• [Source data]:
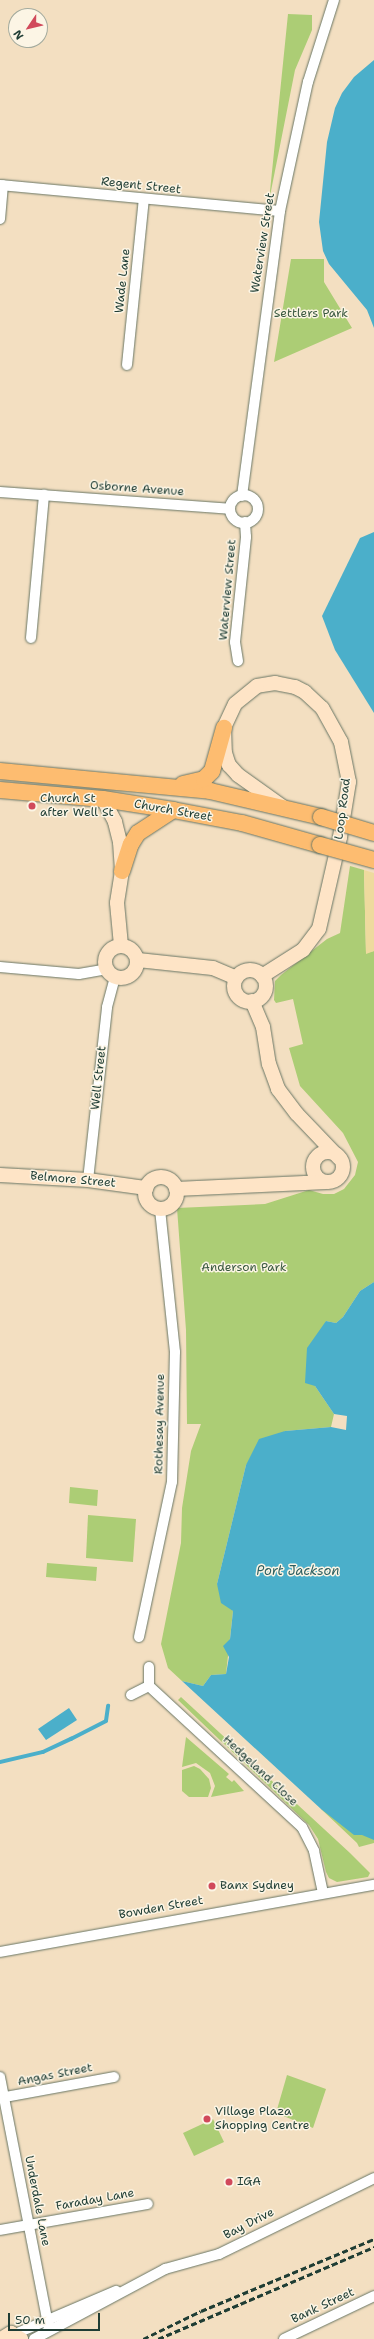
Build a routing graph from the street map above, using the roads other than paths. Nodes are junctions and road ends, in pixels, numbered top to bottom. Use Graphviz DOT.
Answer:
graph roads {
  1 [pos="334,0"];
  2 [pos="2,185"];
  3 [pos="144,199"];
  4 [pos="280,211"];
  5 [pos="0,219"];
  6 [pos="127,365"];
  7 [pos="0,492"];
  8 [pos="44,495"];
  9 [pos="242,496"];
  10 [pos="229,510"];
  11 [pos="245,522"];
  12 [pos="31,638"];
  13 [pos="238,661"];
  14 [pos="224,728"];
  15 [pos="0,771"];
  16 [pos="170,786"];
  17 [pos="0,790"];
  18 [pos="102,799"];
  19 [pos="284,807"];
  20 [pos="173,810"];
  21 [pos="374,833"];
  22 [pos="374,860"];
  23 [pos="122,870"];
  24 [pos="121,945"];
  25 [pos="138,960"];
  26 [pos="0,967"];
  27 [pos="111,973"];
  28 [pos="262,976"];
  29 [pos="236,978"];
  30 [pos="252,1001"];
  31 [pos="309,1127"];
  32 [pos="339,1158"];
  33 [pos="314,1162"];
  34 [pos="0,1175"];
  35 [pos="88,1180"];
  36 [pos="326,1182"];
  37 [pos="286,1184"];
  38 [pos="146,1188"];
  39 [pos="176,1189"];
  40 [pos="160,1210"];
  41 [pos="139,1637"];
  42 [pos="149,1667"];
  43 [pos="149,1686"];
  44 [pos="130,1695"];
  45 [pos="374,1885"];
  46 [pos="323,1893"];
  47 [pos="0,1952"];
  48 [pos="0,2077"];
  49 [pos="114,2077"];
  50 [pos="2,2098"];
  51 [pos="374,2178"];
  52 [pos="148,2204"];
  53 [pos="29,2225"];
  54 [pos="0,2230"];
  55 [pos="374,2296"];
  56 [pos="48,2325"];
  57 [pos="18,2337"];
  58 [pos="1,2339"];
  59 [pos="34,2339"];
  60 [pos="284,2339"];
  1 -- 4 [label="street, Waterview Street"];
  2 -- 3 [label="street, Regent Street"];
  2 -- 5 [label="street"];
  3 -- 4 [label="street, Regent Street"];
  3 -- 6 [label="street, Wade Lane"];
  4 -- 9 [label="street, Waterview Street"];
  7 -- 8 [label="street, Osborne Avenue"];
  8 -- 10 [label="street, Osborne Avenue"];
  8 -- 12 [label="street"];
  9 -- 10 [label="street"];
  9 -- 11 [label="street"];
  10 -- 11 [label="street"];
  11 -- 13 [label="street, Waterview Street"];
  14 -- 16 [label="highway"];
  14 -- 19 [label="main road"];
  14 -- 28 [label="main road, Loop Road"];
  15 -- 16 [label="highway, Church Street"];
  16 -- 19 [label="highway, Church Street"];
  17 -- 18 [label="highway, Church Street"];
  18 -- 20 [label="highway, Church Street"];
  18 -- 23 [label="main road"];
  19 -- 21 [label="highway, Church Street, bridge"];
  20 -- 22 [label="highway, Church Street, bridge"];
  20 -- 23 [label="highway"];
  23 -- 24 [label="main road"];
  24 -- 25 [label="main road"];
  24 -- 27 [label="main road"];
  25 -- 27 [label="main road"];
  25 -- 29 [label="main road"];
  26 -- 27 [label="street"];
  27 -- 35 [label="street, Well Street"];
  28 -- 29 [label="main road"];
  28 -- 30 [label="main road"];
  29 -- 30 [label="main road"];
  30 -- 31 [label="main road"];
  31 -- 32 [label="main road"];
  31 -- 33 [label="main road"];
  32 -- 33 [label="main road"];
  32 -- 36 [label="main road"];
  33 -- 36 [label="main road"];
  33 -- 37 [label="main road"];
  34 -- 35 [label="main road, Belmore Street"];
  35 -- 38 [label="main road, Belmore Street"];
  36 -- 37 [label="main road"];
  37 -- 39 [label="main road"];
  38 -- 39 [label="main road"];
  38 -- 40 [label="main road"];
  39 -- 40 [label="main road"];
  40 -- 41 [label="street, Rothesay Avenue"];
  42 -- 43 [label="street"];
  43 -- 44 [label="street"];
  43 -- 46 [label="street, Hedgeland Close"];
  45 -- 46 [label="street, Bowden Street"];
  46 -- 47 [label="street, Bowden Street"];
  48 -- 50 [label="street, Underdale Lane"];
  49 -- 50 [label="street, Angas Street"];
  50 -- 53 [label="street, Underdale Lane"];
  51 -- 56 [label="street, Bay Drive"];
  52 -- 53 [label="street, Faraday Lane"];
  53 -- 54 [label="street, Faraday Lane"];
  53 -- 56 [label="street, Underdale Lane"];
  55 -- 60 [label="street, Bank Street"];
  56 -- 57 [label="street, Bay Drive"];
  56 -- 59 [label="street, Bay Drive"];
  57 -- 58 [label="main road"];
}
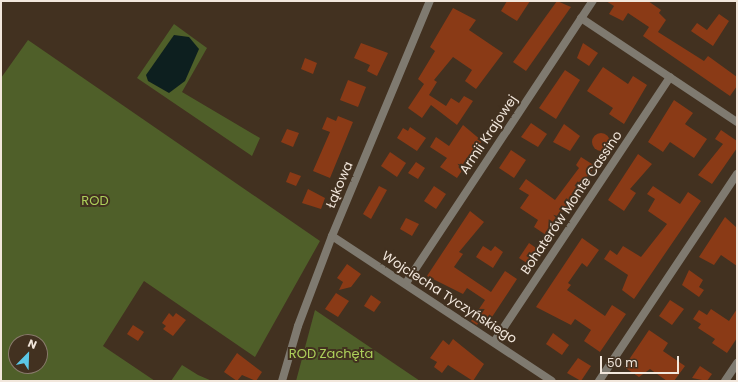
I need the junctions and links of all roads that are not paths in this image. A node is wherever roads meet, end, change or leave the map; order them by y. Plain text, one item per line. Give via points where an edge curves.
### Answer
1 (430, 1) edge
2 (593, 1) edge
3 (581, 18) junction
4 (670, 77) junction
5 (737, 122) edge
6 (737, 174) edge
7 (332, 236) junction
8 (406, 283) junction
9 (494, 342) junction
10 (737, 363) edge
11 (282, 381) edge
12 (552, 381) edge
13 (599, 381) edge
14 (725, 381) edge

1 - 7 street, Łąkowa
2 - 3 street, Armii Krajowej
3 - 4 street
3 - 8 street, Armii Krajowej
4 - 5 street
4 - 9 street, Bohaterów Monte Cassino
6 - 13 street
7 - 8 street, Wojciecha Tyczyńskiego
7 - 11 street, Łąkowa via 298,326
8 - 9 street, Wojciecha Tyczyńskiego
9 - 12 street, Wojciecha Tyczyńskiego
10 - 14 street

• [Directions for this task]: Above are some records. Copy each of their lines that holds the string "junctions".

• [Task response]:
Build a routing graph from the street map above, using the roads other than paths. Nodes are junctions and road ends, in pixels, numbered top to bottom. Use Graphviz DOT.
I need the junctions and links of all roads that are not paths in this image. A node is wherever roads meet, end, change or leave the map; order them by y. Plain text, one item per line. Give via points where an edge curves.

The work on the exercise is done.